### Task to complete
All lines of the records below that contain the word "marker" must be listed.
= = = =
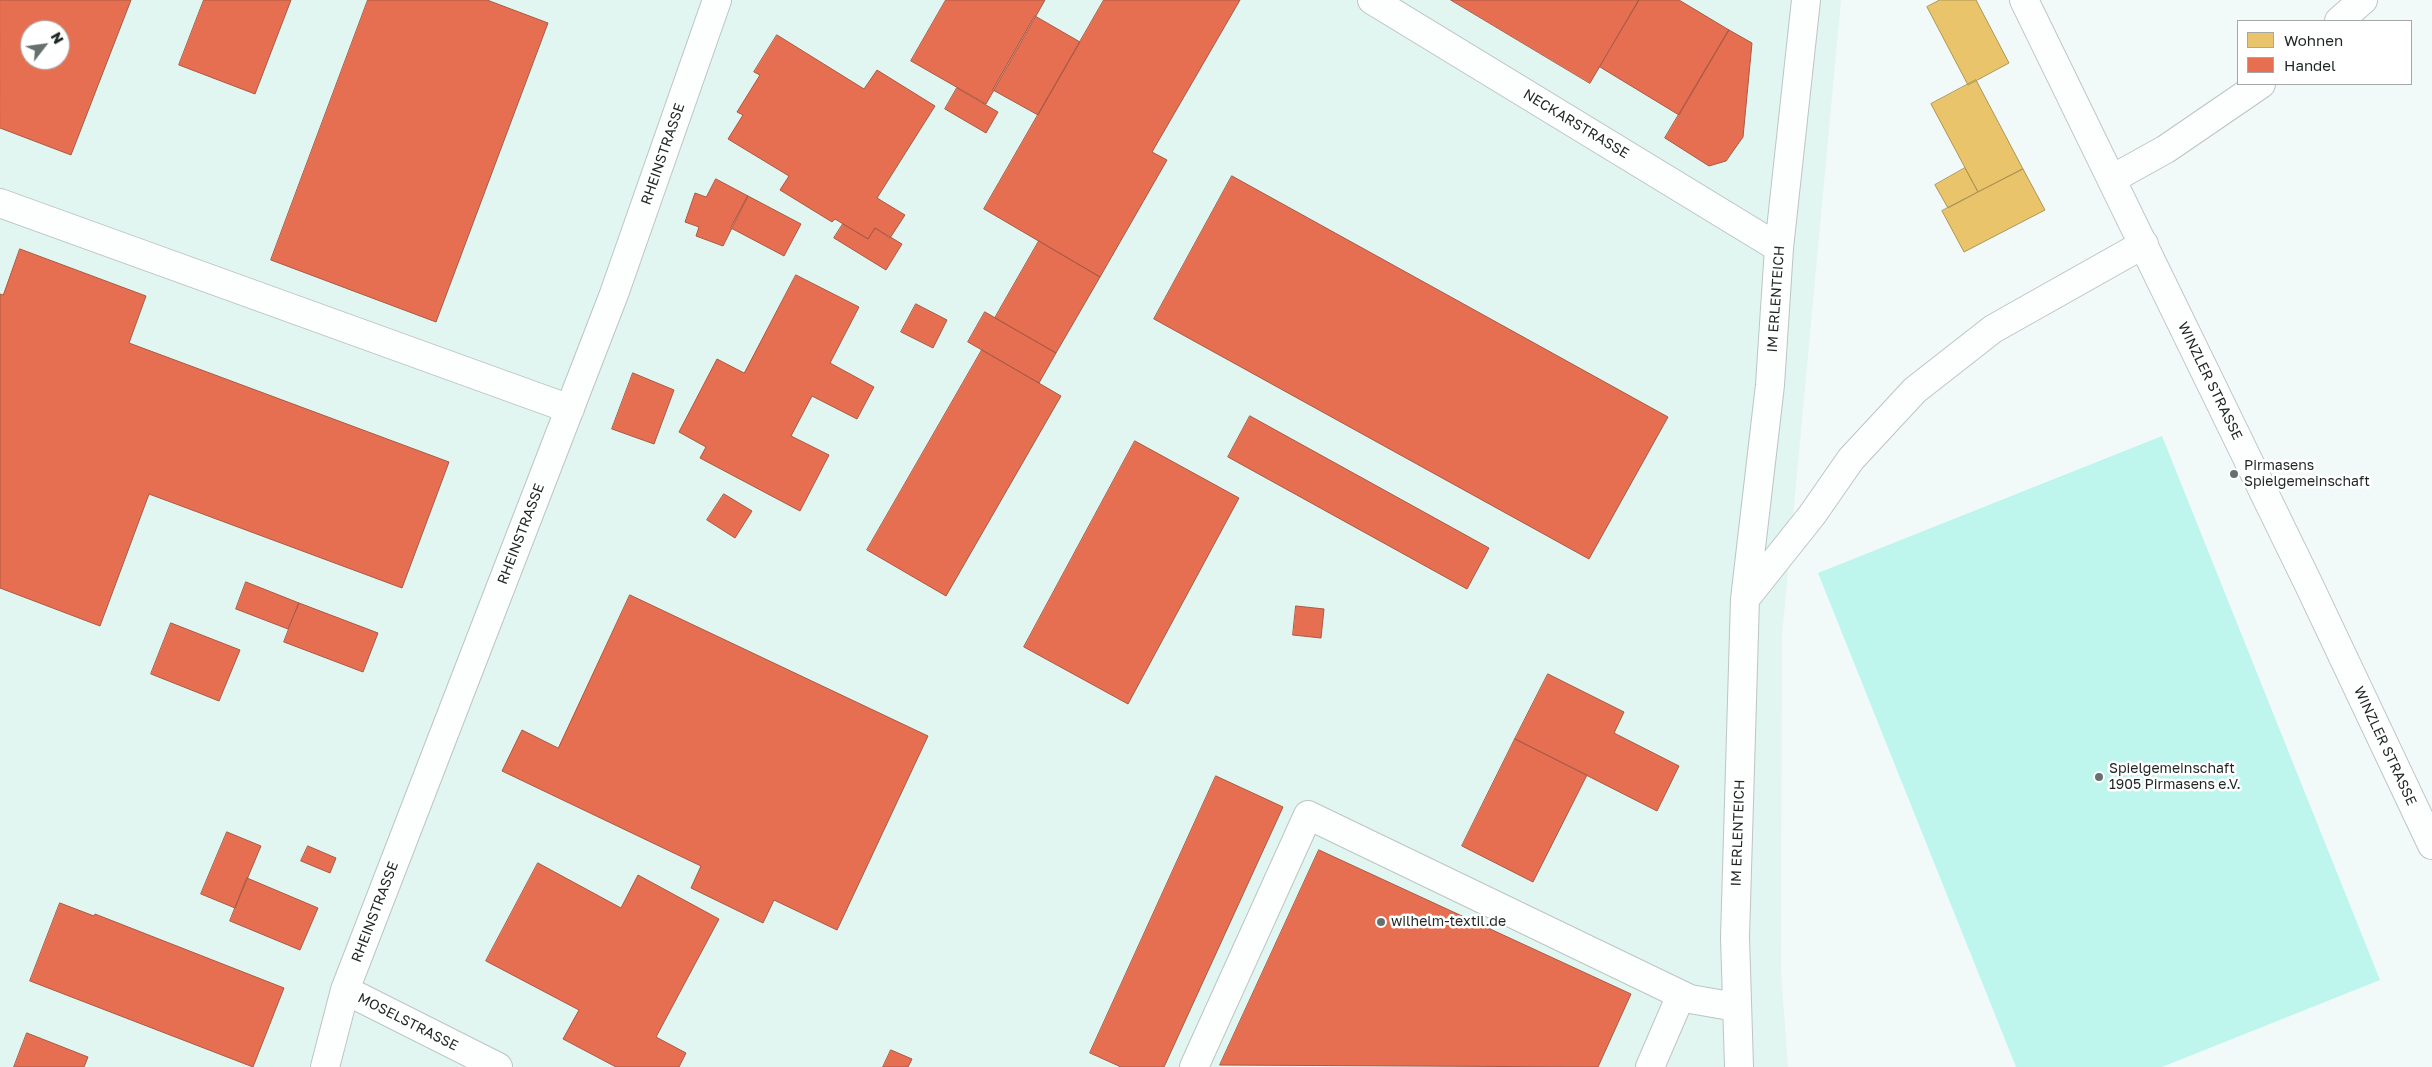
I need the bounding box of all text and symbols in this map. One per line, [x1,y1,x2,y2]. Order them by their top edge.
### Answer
north arrow [20,20,70,70]
legend [2237,20,2412,85]
text: N [48,29,68,47]
text: Wohnen [2284,31,2343,49]
text: Handel [2284,56,2336,74]
street label: NECKARSTRASSE [1520,86,1632,162]
street label: RHEINSTRASSE [638,101,688,207]
street label: IM ERLENTEICH [1764,245,1788,353]
street label: WINZLER STRASSE [2174,319,2246,443]
place label: Pirmasens Spielgemeinschaft [2244,458,2370,491]
marker: Pirmasens Spielgemeinschaft [2228,468,2240,480]
street label: RHEINSTRASSE [494,481,548,587]
street label: WINZLER STRASSE [2350,684,2420,808]
place label: Spielgemeinschaft 1905 Pirmasens e.V. [2109,761,2241,794]
marker: Spielgemeinschaft 1905 Pirmasens e.V. [2093,771,2105,783]
street label: IM ERLENTEICH [1728,779,1748,887]
street label: RHEINSTRASSE [348,859,402,965]
place label: wilhelm-textil.de [1391,914,1506,930]
marker: wilhelm-textil.de [1375,916,1387,928]
street label: MOSELSTRASSE [355,989,461,1055]

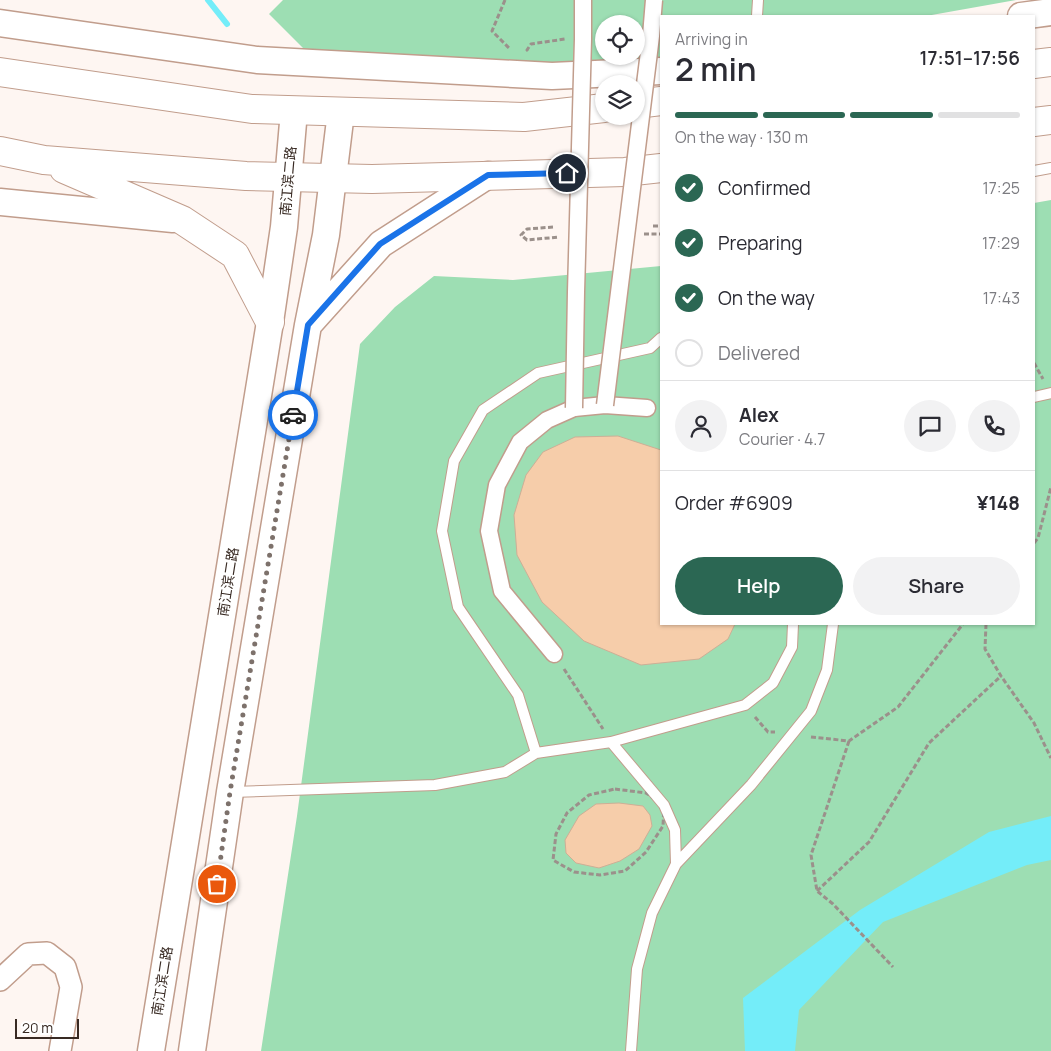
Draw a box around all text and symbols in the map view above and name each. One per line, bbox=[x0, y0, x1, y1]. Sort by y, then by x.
map controls bbox=[595, 15, 645, 125]
button: locate bbox=[595, 15, 645, 65]
text: Arriving in bbox=[675, 28, 748, 50]
text: 17:51–17:56 bbox=[920, 45, 1020, 71]
text: 2 min bbox=[675, 47, 757, 91]
button: layers bbox=[595, 75, 645, 125]
text: On the way · 130 m bbox=[675, 126, 808, 148]
street label: 南江滨二路 bbox=[275, 145, 300, 217]
pin bbox=[546, 152, 588, 194]
icon: home bbox=[553, 159, 581, 187]
icon: check bbox=[675, 174, 703, 202]
text: Confirmed bbox=[718, 175, 811, 201]
text: 17:25 bbox=[983, 177, 1020, 199]
icon: check bbox=[675, 229, 703, 257]
text: Preparing bbox=[718, 230, 803, 256]
text: 17:29 bbox=[982, 232, 1020, 254]
icon: check bbox=[675, 284, 703, 312]
text: On the way bbox=[718, 285, 815, 311]
text: 17:43 bbox=[983, 287, 1020, 309]
text: Delivered bbox=[718, 340, 800, 366]
courier bbox=[268, 390, 318, 440]
button: person bbox=[675, 400, 727, 452]
button: chat bbox=[904, 400, 956, 452]
button: phone bbox=[968, 400, 1020, 452]
icon: car bbox=[279, 401, 307, 429]
text: Alex bbox=[739, 402, 779, 428]
text: Courier · 4.7 bbox=[739, 428, 825, 450]
text: Order #6909 bbox=[675, 490, 793, 516]
text: ¥148 bbox=[977, 490, 1020, 516]
street label: 南江滨二路 bbox=[213, 546, 242, 618]
button: Help bbox=[675, 557, 843, 615]
button: Share bbox=[853, 557, 1020, 615]
pin bbox=[196, 863, 238, 905]
icon: bag bbox=[203, 870, 231, 898]
street label: 南江滨二路 bbox=[147, 945, 176, 1017]
scale bar bbox=[15, 1016, 79, 1039]
text: 20 m bbox=[22, 1018, 53, 1037]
= = = =
### Answer to this exercise
marker: Pirmasens Spielgemeinschaft [2228,468,2240,480]
marker: Spielgemeinschaft 1905 Pirmasens e.V. [2093,771,2105,783]
marker: wilhelm-textil.de [1375,916,1387,928]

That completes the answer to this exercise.